Beni en çok şaşırtan şey, filmin çekilip bitmesi için harcanan süreydi. Kendimi maraton koşuyor gibi hissettim. Eve neredeyse hiç uğrayamadım. Film bittikten sonra oğlum (ki o zamanlar iki yaşındaydı) bana “baba” demeyi bıraktı ve beni ismimle çağırmaya başladı.

Yazdığın bir senaryoyu başka bir yönetmene teslim etmekle, kendin çekmen arasında nasıl bir fark var?
Bugüne kadar yazdığım senaryoları çeken sadece Joachim Trier oldu. Çok yakın arkadaşım olduğu için ona güvenmekte herhangi bir sorun yaşamıyorum. Aynı zamanda beraber filmler yazdığımız da oluyor, bu açıdan ortak bir vizyonu paylaşıyoruz. Asıl fark, tek başına yazmakla bir partnerle yazmak arasında. Daha sezgisel davranıp bilinçdışımın daha serbest davranmasına izin verebildim. Bu, sanırım filme de damga vurdu.

Senaryosunu yazdığın Reprise ve Oslo, August 31st gibi filmlerde de, ilk uzun metrajlı filmin Blind’da da toplumla bağları zayıf karakterleri merkeze aldın. Kalabalıklarla uyum sağlayamayan karakterlere özel bir ilgin olduğunu söyleyebilir miyiz?
Sanırım bu doğru. Ama çoğu sanat eseri, dışarıda bırakılmış insanların bakış açılarına çekilir, bu açıdan çok istisnai bir durum olduğunu sanmıyorum bunun. Fakat sanırım sessiz ve yalnız insanlara bir yakınlık hissediyorum. Bir şekilde onları duyumsuyorum ve yaşamımın belirli bölümlerinde onlardan biri oldum.
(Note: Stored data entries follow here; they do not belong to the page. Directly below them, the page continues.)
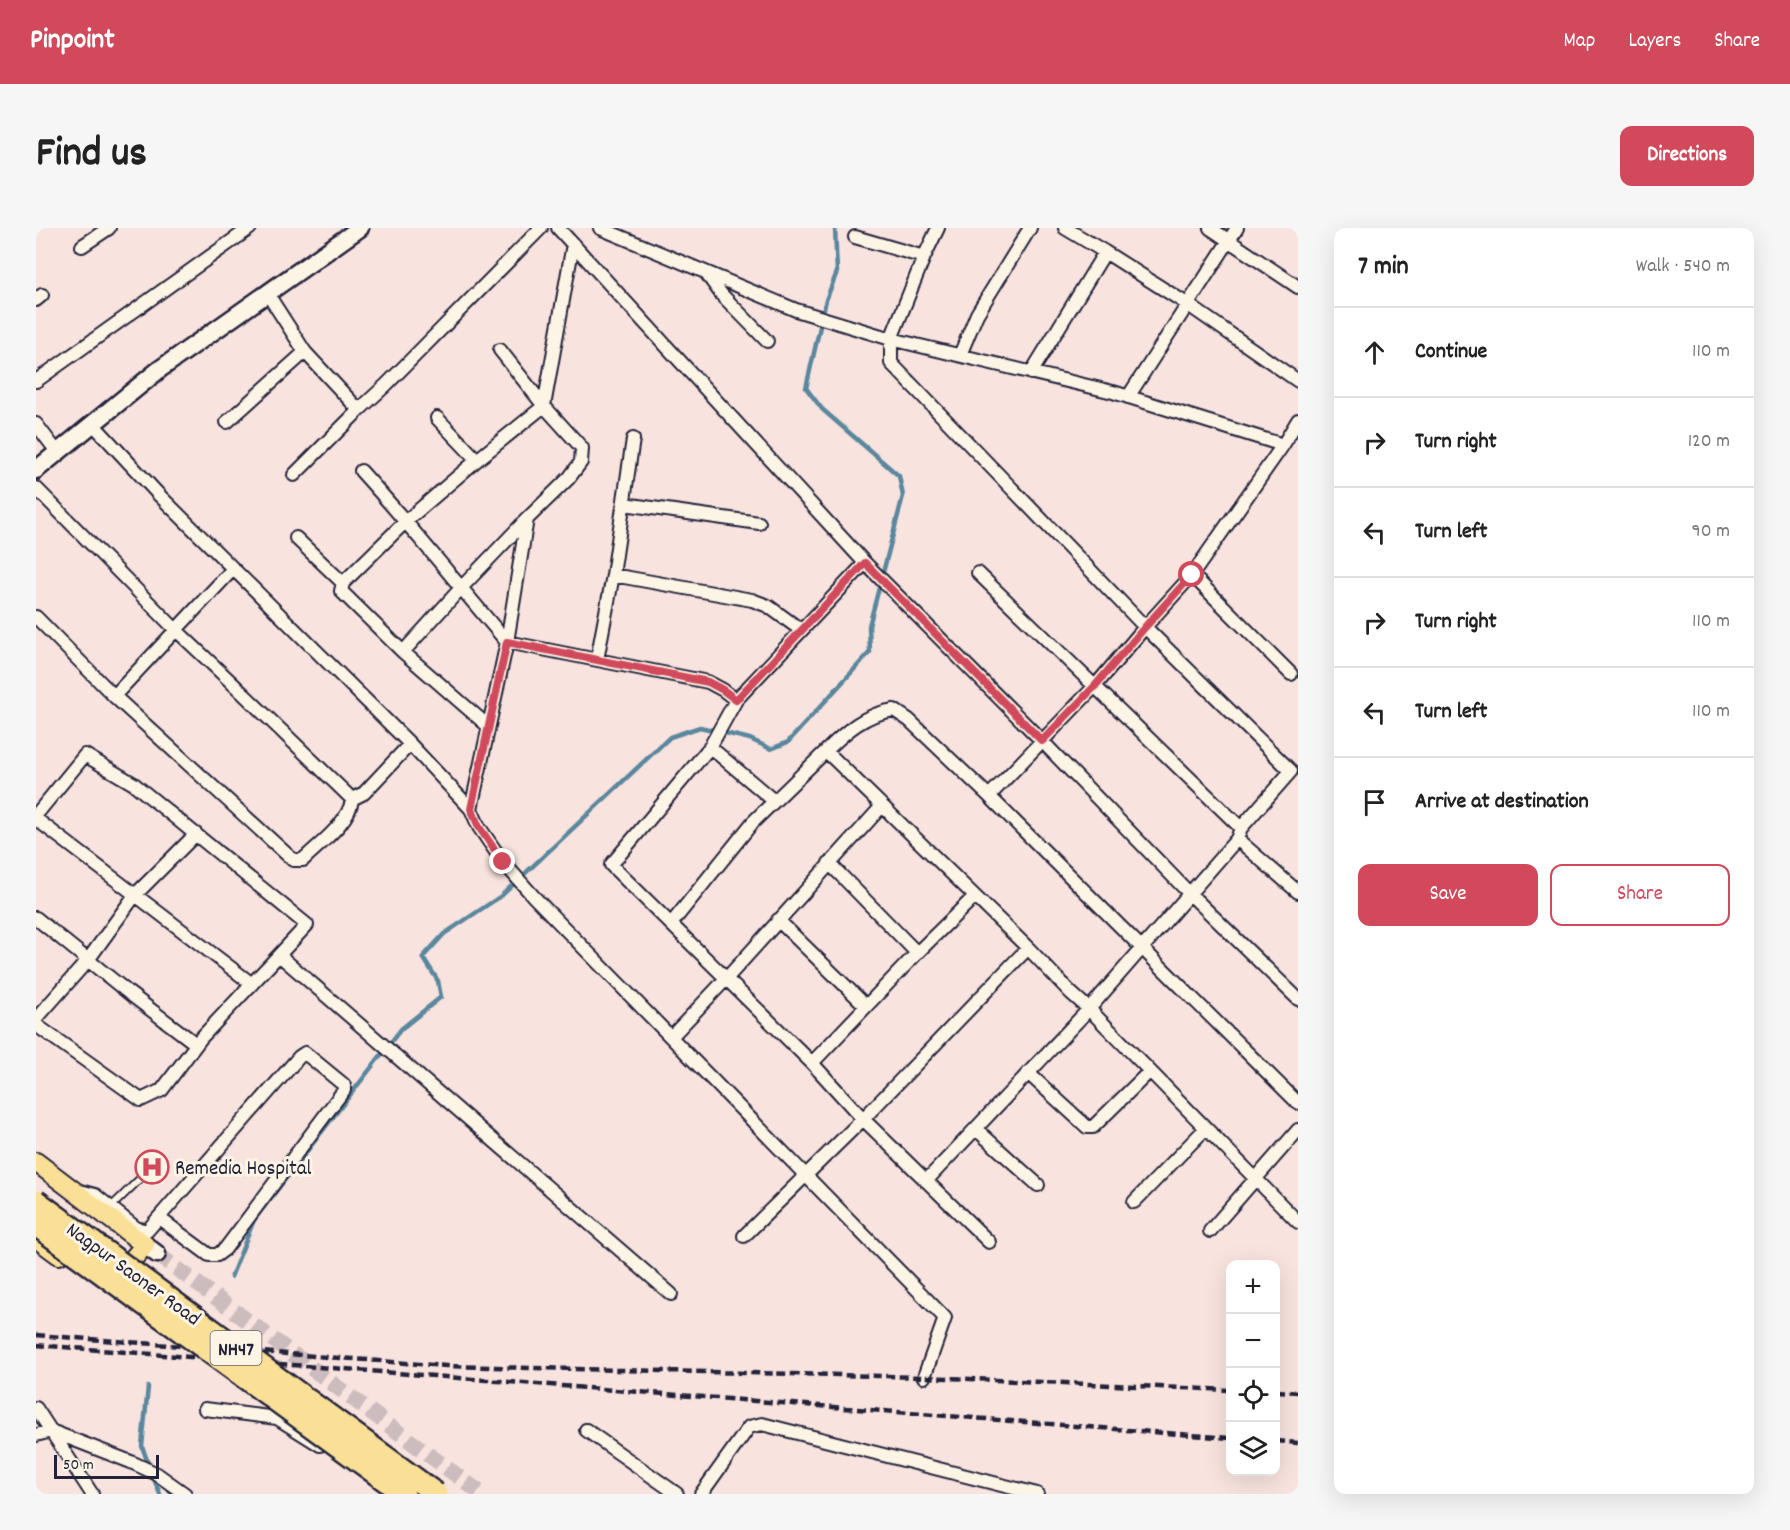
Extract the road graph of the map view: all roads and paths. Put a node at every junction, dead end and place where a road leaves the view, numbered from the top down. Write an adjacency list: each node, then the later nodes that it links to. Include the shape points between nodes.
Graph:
1 (110, 228): 15 (street)
2 (250, 228): 28 (street)
3 (360, 228): 20 (main road)
4 (541, 228): 32 (street)
5 (558, 228): 14 (street)
6 (600, 228): 18 (street)
7 (938, 228): 17 (street)
8 (1030, 228): 26 (street, via 977,314)
9 (1065, 228): 16 (street)
10 (1210, 228): 13 (street)
11 (1237, 228): 13 (street)
12 (855, 237): 17 (street)
13 (1229, 240): 19 (street); 21 (street)
14 (573, 244): 31 (street); 51 (street)
15 (82, 246)
16 (1105, 252): 21 (street); 27 (street)
17 (924, 257): 22 (street)
18 (706, 272): 22 (street, via 795,310); 23 (street, via 722,295)
19 (1298, 287)
20 (267, 293): 25 (street); 37 (main road, via 160,369)
21 (1187, 304): 29 (street); 30 (street)
22 (891, 339): 26 (street); 59 (street, via 891,363)
23 (767, 341)
24 (500, 350): 31 (street)
25 (305, 352): 32 (street); 35 (street)
26 (960, 355): 27 (street)
27 (1031, 373): 30 (street)
28 (36, 381)
29 (1298, 381)
30 (1128, 397): 39 (street)
31 (544, 405): 41 (street); 47 (street, via 582,448 581,462)
32 (359, 410): 44 (street)
33 (437, 418): 41 (street)
34 (1298, 420): 39 (street)
35 (227, 422)
36 (36, 424): 40 (street)
37 (93, 424): 40 (main road); 52 (street)
38 (633, 439): 46 (street)
39 (1283, 445): 55 (street)
40 (58, 453): 42 (main road)
41 (477, 460): 48 (street)
42 (36, 470)
43 (361, 471): 48 (street)
44 (294, 475)
45 (36, 488): 60 (street)
46 (624, 504): 49 (street); 54 (street)
47 (527, 519): 57 (street); 62 (street)
48 (406, 521): 56 (street); 57 (street)
49 (759, 523)
50 (296, 538): 56 (street)
51 (865, 563): 61 (street); 70 (street)
52 (233, 569): 60 (street); 71 (street)
53 (978, 573): 66 (street)
54 (613, 575): 61 (street, via 752,600 768,606); 64 (street)
55 (1192, 575): 59 (street); 65 (street)
56 (343, 583): 63 (street, via 341,591)
57 (460, 588): 62 (street); 63 (street)
58 (36, 618): 67 (street)
59 (1145, 627): 66 (street); 80 (street, via 1291,771)
60 (175, 629): 67 (street); 75 (street)
61 (801, 630): 68 (street)
62 (507, 642): 64 (street); 69 (street)
63 (403, 652): 69 (street)
64 (597, 660): 68 (street, via 708,682)
65 (1291, 674)
66 (1095, 686): 70 (street); 80 (street)
67 (114, 696): 75 (street, via 293,860 303,860 346,817)
68 (736, 700): 72 (street)
69 (488, 726): 78 (street)
70 (1042, 741): 74 (street); 84 (street)
71 (410, 744): 75 (street, via 364,793); 78 (street)
72 (710, 747): 76 (street); 89 (street, via 610,865)
73 (826, 751): 74 (street, via 847,729 880,712 894,710); 76 (street); 77 (street)
74 (989, 796): 91 (street)
75 (352, 799)
76 (774, 801): 89 (street)
77 (882, 806): 82 (street); 86 (street)
78 (471, 809): 102 (street, via 503,862)
79 (36, 817): 81 (street, via 85,755 134,784); 85 (street)
80 (1239, 833): 83 (street); 84 (street)
81 (196, 834): 85 (street); 93 (street, via 307,925)
82 (829, 863): 88 (street); 92 (street)
83 (1298, 892)
84 (1190, 894): 91 (street); 97 (street)
85 (135, 895): 94 (street); 96 (street)
86 (974, 897): 90 (street); 92 (street)
87 (36, 918): 94 (street)
88 (778, 920): 95 (street); 98 (street)
89 (671, 924): 95 (street)
90 (1028, 948): 99 (street); 108 (street)
91 (1143, 948): 99 (street); 107 (street)
92 (917, 953): 98 (street)
93 (279, 955): 96 (street); 129 (street)
94 (88, 960): 100 (street); 103 (street)
95 (726, 979): 102 (street); 104 (street)
96 (252, 984): 103 (street)
97 (1298, 999)
98 (866, 1006): 104 (street)
99 (1089, 1009): 105 (street); 106 (street)
100 (36, 1019)
101 (36, 1025): 103 (street, via 141,1100 162,1090)
102 (671, 1037): 114 (street)
103 (196, 1044)
104 (812, 1063): 108 (street)
105 (1150, 1071): 106 (street, via 1093,1127 1087,1127); 109 (street)
106 (1028, 1073): 110 (street)
107 (1298, 1103)
108 (863, 1119): 114 (street); 116 (street)
109 (1206, 1128): 115 (street); 120 (street)
110 (976, 1129): 116 (street); 117 (street)
111 (1298, 1130): 115 (street)
112 (36, 1162): 118 (main road)
113 (152, 1167): 121 (lane)
114 (806, 1175): 126 (street); 130 (street, via 945,1318)
115 (1256, 1179): 123 (street); 125 (street)
116 (926, 1181): 128 (street)
117 (1038, 1185)
118 (70, 1188): 121 (street, via 95,1195); 127 (main road, via 151,1249 110,1286 101,1285)
119 (36, 1201): 140 (highway, Nagpur Saoner Road / NH47, bridge)
120 (1134, 1202)
121 (111, 1207): 122 (street, via 143,1231)
122 (159, 1218): 122 (street, via 304,1053 344,1085 217,1255 209,1255)
123 (1298, 1222)
124 (36, 1225): 139 (highway, Nagpur Saoner Road / NH47, bridge)
125 (1210, 1231)
126 (744, 1236)
127 (36, 1238)
128 (989, 1242)
129 (671, 1294)
130 (924, 1377)
131 (36, 1408): 134 (street)
132 (205, 1409): 138 (street, via 277,1418 314,1440)
133 (586, 1430): 141 (street)
134 (51, 1431): 135 (street); 136 (street); 137 (street, via 157,1474)
135 (36, 1436)
136 (89, 1493)
137 (185, 1494)
138 (386, 1494)
139 (405, 1494)
140 (436, 1494)
141 (677, 1494)
142 (701, 1494): 143 (street, via 748,1427 762,1424)
143 (1037, 1494)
Kör bir başkahramanın dünyasına dair bir film yaratma fikri ilk nasıl belirdi?
Yöneteceğim bir diğer film üzerine çalışıyorken, bir arkadaşımın, Terje Holtet Larsen’in yazdığı bir kitabı okuyordum. Kitaptaki karakterlerden biri kördü. Metin kesinlikle filme aktarılamazdı, zira göremeyen birinin giriştiği bir monologdu, fakat yine de etkisinden kurtulamadım. Diğer filmi beklemeye alıp yazmaya ve insanın görme yetisini kaybetmesi durumu hakkında düşünmeye başladığımda öykü bir şekilde içimden çıktı. Kör bir baş karakterin etrafında gelişen bir filme sığabilecek pek çok heyecan verici, komik ve ilginç şey var. İpucu şuydu ki baş karakter doğuştan kör değildi. Görme yetisini yaşamının sonraki bir evresinde kaybetmişti ve bu demek ki imgeleme yeteneği vardı ve sürekli çevresindeki dünyayı görsel açıdan duyumsamaya çalışıyordu.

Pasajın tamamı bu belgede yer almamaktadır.